▸ **Your goal**
Set down, in full, every record in the block.
[Opening Material for this exercise section]
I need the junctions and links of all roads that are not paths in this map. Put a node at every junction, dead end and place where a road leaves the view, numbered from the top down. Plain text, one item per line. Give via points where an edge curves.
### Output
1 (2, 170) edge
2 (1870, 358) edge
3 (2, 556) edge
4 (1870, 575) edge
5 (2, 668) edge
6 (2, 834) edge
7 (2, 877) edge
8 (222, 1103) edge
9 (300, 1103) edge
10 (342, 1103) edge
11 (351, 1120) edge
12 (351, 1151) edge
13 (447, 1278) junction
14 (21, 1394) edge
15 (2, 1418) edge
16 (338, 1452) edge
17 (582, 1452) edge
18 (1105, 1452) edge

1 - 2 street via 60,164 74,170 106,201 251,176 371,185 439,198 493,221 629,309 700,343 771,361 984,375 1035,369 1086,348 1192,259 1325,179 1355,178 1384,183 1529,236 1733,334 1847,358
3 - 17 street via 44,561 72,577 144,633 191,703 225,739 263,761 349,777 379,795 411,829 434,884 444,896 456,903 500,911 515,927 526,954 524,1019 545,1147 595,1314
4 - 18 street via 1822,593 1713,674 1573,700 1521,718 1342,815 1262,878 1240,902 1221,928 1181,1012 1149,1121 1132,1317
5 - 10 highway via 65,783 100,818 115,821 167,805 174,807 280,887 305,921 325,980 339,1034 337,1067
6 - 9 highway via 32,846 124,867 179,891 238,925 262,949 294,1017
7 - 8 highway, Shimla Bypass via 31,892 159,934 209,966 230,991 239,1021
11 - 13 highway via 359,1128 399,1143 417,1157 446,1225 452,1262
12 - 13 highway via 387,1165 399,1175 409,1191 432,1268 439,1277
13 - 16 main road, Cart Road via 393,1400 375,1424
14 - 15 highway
[Closing Material for this exercise section]
▸ **Task solution**
I need the junctions and links of all roads that are not paths in this map. Put a node at every junction, dead end and place where a road leaves the view, numbered from the top down. Plain text, one item per line. Give via points where an edge curves.
### Output
1 (2, 170) edge
2 (1870, 358) edge
3 (2, 556) edge
4 (1870, 575) edge
5 (2, 668) edge
6 (2, 834) edge
7 (2, 877) edge
8 (222, 1103) edge
9 (300, 1103) edge
10 (342, 1103) edge
11 (351, 1120) edge
12 (351, 1151) edge
13 (447, 1278) junction
14 (21, 1394) edge
15 (2, 1418) edge
16 (338, 1452) edge
17 (582, 1452) edge
18 (1105, 1452) edge

1 - 2 street via 60,164 74,170 106,201 251,176 371,185 439,198 493,221 629,309 700,343 771,361 984,375 1035,369 1086,348 1192,259 1325,179 1355,178 1384,183 1529,236 1733,334 1847,358
3 - 17 street via 44,561 72,577 144,633 191,703 225,739 263,761 349,777 379,795 411,829 434,884 444,896 456,903 500,911 515,927 526,954 524,1019 545,1147 595,1314
4 - 18 street via 1822,593 1713,674 1573,700 1521,718 1342,815 1262,878 1240,902 1221,928 1181,1012 1149,1121 1132,1317
5 - 10 highway via 65,783 100,818 115,821 167,805 174,807 280,887 305,921 325,980 339,1034 337,1067
6 - 9 highway via 32,846 124,867 179,891 238,925 262,949 294,1017
7 - 8 highway, Shimla Bypass via 31,892 159,934 209,966 230,991 239,1021
11 - 13 highway via 359,1128 399,1143 417,1157 446,1225 452,1262
12 - 13 highway via 387,1165 399,1175 409,1191 432,1268 439,1277
13 - 16 main road, Cart Road via 393,1400 375,1424
14 - 15 highway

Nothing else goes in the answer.